Mon 8 Oct 2007
Stern Says Regular Season Games In Europe Could Be Coming Soon
Posted by Jeff Sack under Main
The Associated Press reported Monday, that NBA Commissioner David Stern told reporters Sunday, that regular season NBA games in European venues could become a reality in the not too distant future. Stern spoke to the media from Rome site of the NBA Europe Live Tournament in which the Boston Celtics and Toronto Raptors participated in.
The league this year has increased their Pre-Season games in Europe dramatically. Toronto heads to Spain this week to take on Real Madrid, while Boston is winging to London to face the Minnesota Timberwolves in London’s O2 Arena, a new facility which emulates USA arenas. Stern mentioned the O2, as well as new arenas in Berlin, a proposed new arena in Rome and a new facility in Madrid as perfect venues for regular season games. Stern said that he believes the “time is coming closer” for regular season games held in Europe to become a regular NBA staple .
Stern has for many years talked about the “Global reach of the NBA” and unlike American football and Baseball that are not widely accepted outside of the America’s (North and South America plus surrounding areas such as the Dominican Republic) Basketball seems only to be growing in popularity on a world wide basis. NFL Europa was put out of it’s misery after the last season, always playing at a major disadvantage to soccer. Baseball while big as I said in Central, North, and South America and some Asian countries is really looked at with ignorance and disdain by most Europeans.
However one only has to look at the international competition since the millennium started to see the hold that Basketball has created on a Global basis. Not too mention all the foreign born players who now play in this country in the NBA. The team that is almost a “virtual United Nations” the San Antonio Spurs lapped the rest of the NBA last season sweeping the Cleveland Cavaliers in the 2007 NBA Finals.
Basketball has for many years held great appeal in Eastern Europe, as those countries really proved to be the first credible threat to the USA in dominating the sport.

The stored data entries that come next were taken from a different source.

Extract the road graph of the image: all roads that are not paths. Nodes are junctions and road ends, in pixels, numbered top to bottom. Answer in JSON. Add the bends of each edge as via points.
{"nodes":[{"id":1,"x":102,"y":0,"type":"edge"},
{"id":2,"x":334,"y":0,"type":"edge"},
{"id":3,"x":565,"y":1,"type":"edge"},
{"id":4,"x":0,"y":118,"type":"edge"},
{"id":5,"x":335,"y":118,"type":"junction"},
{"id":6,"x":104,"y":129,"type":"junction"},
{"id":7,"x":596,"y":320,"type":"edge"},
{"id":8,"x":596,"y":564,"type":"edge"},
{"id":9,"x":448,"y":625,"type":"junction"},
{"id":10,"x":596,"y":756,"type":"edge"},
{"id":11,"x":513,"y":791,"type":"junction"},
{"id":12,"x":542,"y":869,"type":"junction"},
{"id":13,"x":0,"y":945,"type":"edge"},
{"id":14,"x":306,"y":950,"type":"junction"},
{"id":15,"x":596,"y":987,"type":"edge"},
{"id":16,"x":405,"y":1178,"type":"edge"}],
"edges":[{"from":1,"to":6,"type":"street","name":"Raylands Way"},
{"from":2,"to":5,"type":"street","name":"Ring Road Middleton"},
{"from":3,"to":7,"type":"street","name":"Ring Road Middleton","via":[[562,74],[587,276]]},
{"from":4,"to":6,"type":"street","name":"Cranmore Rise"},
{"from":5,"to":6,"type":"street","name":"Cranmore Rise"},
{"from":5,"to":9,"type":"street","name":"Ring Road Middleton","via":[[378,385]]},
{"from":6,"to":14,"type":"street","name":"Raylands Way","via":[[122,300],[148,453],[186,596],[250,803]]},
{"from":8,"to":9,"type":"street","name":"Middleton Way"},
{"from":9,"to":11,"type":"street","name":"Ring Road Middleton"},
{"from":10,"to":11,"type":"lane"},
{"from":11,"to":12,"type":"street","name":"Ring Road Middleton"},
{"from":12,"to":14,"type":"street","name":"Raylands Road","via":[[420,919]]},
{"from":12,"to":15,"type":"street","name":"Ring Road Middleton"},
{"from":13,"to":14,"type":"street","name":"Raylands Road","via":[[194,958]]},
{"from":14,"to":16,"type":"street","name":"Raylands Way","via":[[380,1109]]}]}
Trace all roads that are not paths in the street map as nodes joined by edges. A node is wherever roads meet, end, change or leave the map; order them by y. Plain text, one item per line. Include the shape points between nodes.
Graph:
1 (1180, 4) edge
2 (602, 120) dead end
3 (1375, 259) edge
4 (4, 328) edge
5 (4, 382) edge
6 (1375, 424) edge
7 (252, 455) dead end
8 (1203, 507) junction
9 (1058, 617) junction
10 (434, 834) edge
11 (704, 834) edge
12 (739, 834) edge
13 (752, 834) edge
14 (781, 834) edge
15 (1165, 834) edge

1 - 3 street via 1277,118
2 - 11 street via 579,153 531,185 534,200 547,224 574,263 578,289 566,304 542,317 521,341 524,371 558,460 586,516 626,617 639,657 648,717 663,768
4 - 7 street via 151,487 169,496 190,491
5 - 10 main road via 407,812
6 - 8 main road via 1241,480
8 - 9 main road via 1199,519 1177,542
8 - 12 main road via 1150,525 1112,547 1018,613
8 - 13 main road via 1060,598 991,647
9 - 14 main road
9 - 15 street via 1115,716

They also made up most of the first wave of foreign players that migrated to the NBA. However over the last decade, Spain, Italy, Greece, France, as well as many Central and South American countries have raised their standard of play dramatically.
When will the real next step take place when there are actual teams based overseas? Although it is just conjecture on my part, I truly believe that Commissioner Stern would like it be sooner than later. Although Sunday he said he did not know if the fan base was strong enough yet to support a franchise, who knows how sincere he is in his beliefs. If the league ever wants to expand outside of Oklahoma City, there really are not many untapped markets left in the USA. Although there has been periodic discussions of Las Vegas in the last few years, that option after the Donaghy fiasco that was revealed this Summer will probably never happen.
So with the talk that the Super Sonics want to leave Seattle, could we possibly see the London Super Sonics, or the Berlin Hornets any time soon? Maybe not as bizarre a concept as you would think at first glance. Let’s remember that before the late 1950’s there were no MLB teams west of ST. Louis, nor NBA teams west of Minnesota. But the burgeoning markets on the West Coast plus the improvement of air travel made it viable for expansion. What’s to say that it can not work in the opposite direction going East rather than West?
In order to do it, you would need to have at least two teams located in Europe to make it feasible. For teams located on the Eastern Seaboard, it really would be no tougher travel wise than a West Coast trip. For teams further west just make it a once a year trip that could last long enough to get games against each team plus recovery time from the air travel. It really should not be that tough for the schedule makers to be able to figure it out.
The NBA will almost assuredly always be the third child in the USA, MLB has it’s tradition, and the NFL is the sport that has most prospered during the television age. However the NBA has a chance to do something that neither baseball or football can do, become a legitimate “Global Game.” And with that Commissioner Stern could truly have a legacy as an innovator and a man ahead of his time.